Expectation of normal monsoon to energize stagnant tractor demand: Goodyear
India (GIL) is a leader in the farm tyre segment in India with it having strong tieups
with OEMs as well as a dominant presence in the replacement market. Farm
tyres account for ~50% of the company’s overall revenues; however, the segment
has been under pressure owing to poor monsoons and erratic rains in the past
two years which has impacted tractor demand during the period. This has not
only hurt OEM demand but also impacted the replacement market. Given that
tractor sales have strong correlation with monsoons, the expectation of a normal
monsoon this year should translate into higher tractor sales and resultantly higher
demand for tractor tyres. GIL being a market leader in tractor tyres segment should
stand to benefit on this account.
Expansion drive to lead to recovery in top-line: GIL has laid out plans to
significantly grow its presence in the passenger vehicle (PV) segment in India over
the next five years. The company aspires to be one of the top players in the mid to
premium and SUV sub-segments of PVs. It is also evaluating an entry into newer
segments; in order to reach its goal, the company is weighing organic as well as inorganic
growth options. We believe that this increased focus on growing its presence in the PV
segment and entry into newer segments will provide additional boost to the revenues.

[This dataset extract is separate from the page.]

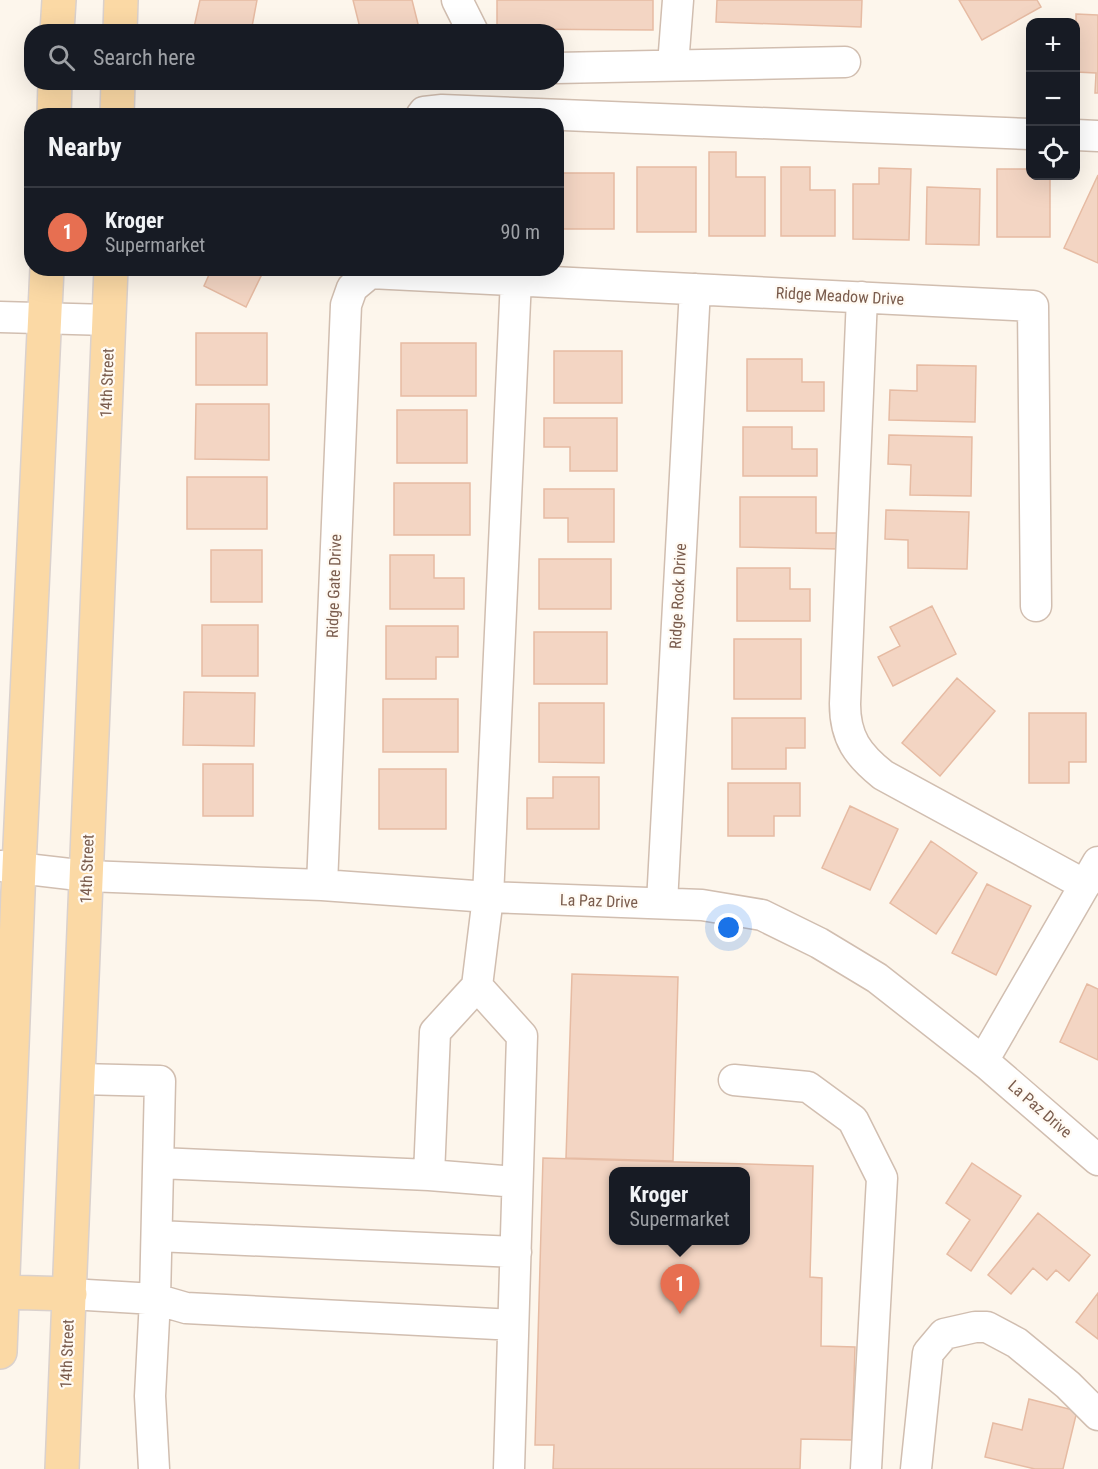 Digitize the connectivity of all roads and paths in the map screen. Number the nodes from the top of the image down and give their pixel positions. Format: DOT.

Strong balance sheet with high RoIC: GIL is a debt free-cash rich company with
RoIC estimated at ~84% for FY2018. The company’s cash and equivalents are
Rs334cr for FY2016, which amount to ~28% of the current market cap. More
importantly, GIL is one of the cheapest MNC stocks available to invest in, in the
similar market cap range.
Quarterly performance: For 5QFY2016, GIL’s top-line grew by 7.3% yoy to
Rs295cr and the EBITDA margin stood more or less stable on a yoy basis at 9.3%
(v/s 9.6% in the same quarter of the previous year). The margins witnessed a mild
compression despite of a 97bp yoy decline in raw material cost/sales as other
expenses/sales expanded by 128bp yoy. Factoring this, the EBITDA grew by 3.5%
yoy to Rs27cr and the bottom-line remained flat at Rs16cr.
Outlook and valuation: On an adjusted basis (for financial year end March), we
expect the top-line to post a CAGR of 7.5% over FY2016-18E to Rs1,704cr mainly
on account of rebound in tractor tyre volumes. We have also considered higher
raw material costs and factored in a rubber price of ~Rs130/kg for FY2017E and
~Rs140/kg for FY2018E. As a result, the EBITDA margin is expected to be at
10.2% in FY2018E. Consequently, the net profit is estimated to be at Rs121cr in
FY2018E. At the current market price, the stock is trading at a PE of 9.8x its
FY2018E earnings. We maintain our Buy rating on the stock and assign a target
price of Rs631 based on a target PE of 12.0x for FY2018E.